Unfortunately, the answer to this is often no, but that doesn’t mean that the situation can’t be improved. In order to regain the spark that is sometimes lost in marriage, it is important that you apply the following 9 principles to help you in the task and astoundingly improve your relationship.
The routine of life can become tiring and make us feel worn out, something which also affects our marital life. Many times we just don’t have the energy to spend time with our partner, and this feeling certainly doesn’t contribute to a blissful relationship. Elaine Beth Cohen, a life coach, explains that being tired is understandable, but in order not to let it affect your marriage, you simply have to overcome it and celebrate life and marriage.
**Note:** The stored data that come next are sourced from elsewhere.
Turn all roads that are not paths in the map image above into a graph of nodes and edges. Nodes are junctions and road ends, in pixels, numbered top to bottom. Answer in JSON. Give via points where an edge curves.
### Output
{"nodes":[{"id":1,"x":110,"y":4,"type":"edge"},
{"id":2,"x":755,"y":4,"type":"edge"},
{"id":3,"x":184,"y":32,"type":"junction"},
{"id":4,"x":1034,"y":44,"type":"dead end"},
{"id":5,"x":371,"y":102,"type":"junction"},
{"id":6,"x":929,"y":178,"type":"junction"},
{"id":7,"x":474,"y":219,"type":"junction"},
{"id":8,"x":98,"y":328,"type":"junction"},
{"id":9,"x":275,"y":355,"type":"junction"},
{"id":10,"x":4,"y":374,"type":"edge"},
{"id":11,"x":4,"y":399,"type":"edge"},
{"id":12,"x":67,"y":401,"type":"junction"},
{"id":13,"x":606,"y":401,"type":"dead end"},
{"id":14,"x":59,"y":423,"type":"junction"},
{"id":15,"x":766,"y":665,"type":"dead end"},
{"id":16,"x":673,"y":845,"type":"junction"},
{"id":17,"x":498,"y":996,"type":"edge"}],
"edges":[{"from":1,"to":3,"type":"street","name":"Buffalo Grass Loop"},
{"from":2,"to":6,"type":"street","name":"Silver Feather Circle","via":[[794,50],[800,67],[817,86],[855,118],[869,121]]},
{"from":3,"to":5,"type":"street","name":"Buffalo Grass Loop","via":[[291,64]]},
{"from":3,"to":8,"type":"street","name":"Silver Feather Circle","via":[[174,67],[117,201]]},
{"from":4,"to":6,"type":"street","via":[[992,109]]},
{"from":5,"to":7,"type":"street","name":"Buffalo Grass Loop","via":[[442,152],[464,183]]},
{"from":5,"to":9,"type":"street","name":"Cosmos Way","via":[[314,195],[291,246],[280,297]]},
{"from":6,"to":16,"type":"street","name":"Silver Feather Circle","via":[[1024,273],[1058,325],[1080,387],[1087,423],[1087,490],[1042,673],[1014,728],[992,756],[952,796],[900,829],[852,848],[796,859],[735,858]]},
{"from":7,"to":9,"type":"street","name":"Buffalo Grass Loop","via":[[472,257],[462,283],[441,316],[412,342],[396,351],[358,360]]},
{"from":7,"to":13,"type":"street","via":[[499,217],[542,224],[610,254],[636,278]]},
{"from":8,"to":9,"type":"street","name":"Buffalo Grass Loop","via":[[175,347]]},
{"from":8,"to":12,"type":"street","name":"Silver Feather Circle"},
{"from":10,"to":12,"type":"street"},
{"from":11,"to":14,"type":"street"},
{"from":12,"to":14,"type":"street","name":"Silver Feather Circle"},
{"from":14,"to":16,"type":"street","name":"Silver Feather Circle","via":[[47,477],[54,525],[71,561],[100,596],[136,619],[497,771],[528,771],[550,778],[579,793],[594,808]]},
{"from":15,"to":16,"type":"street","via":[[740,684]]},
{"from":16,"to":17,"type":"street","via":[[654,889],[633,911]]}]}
To do this you can have a small party at home with the people closest to you, with some drinks and take-out. Putting together a small party of this type doesn’t require too much time and money, but its results will surprise you and allow you to spend time with your partner in a particularly enjoyable social environment that’ll put a smile on both your faces.
Sometimes the spark fades in relationships when we begin to see our partner as something that is taken for granted rather than the person we were excited about at the beginning of the relationship. When this happens, there is a tendency to take for granted what our partners do for us, which isn’t very helpful.
To start seeing your partner as the person you once fell in love with, start writing down all the things you’re thankful for about them. Write down even one small thing every day that your partner did for you, and on weekends read the list out. This will make you understand the importance of your partner in your life and how much they contribute to and enrich it.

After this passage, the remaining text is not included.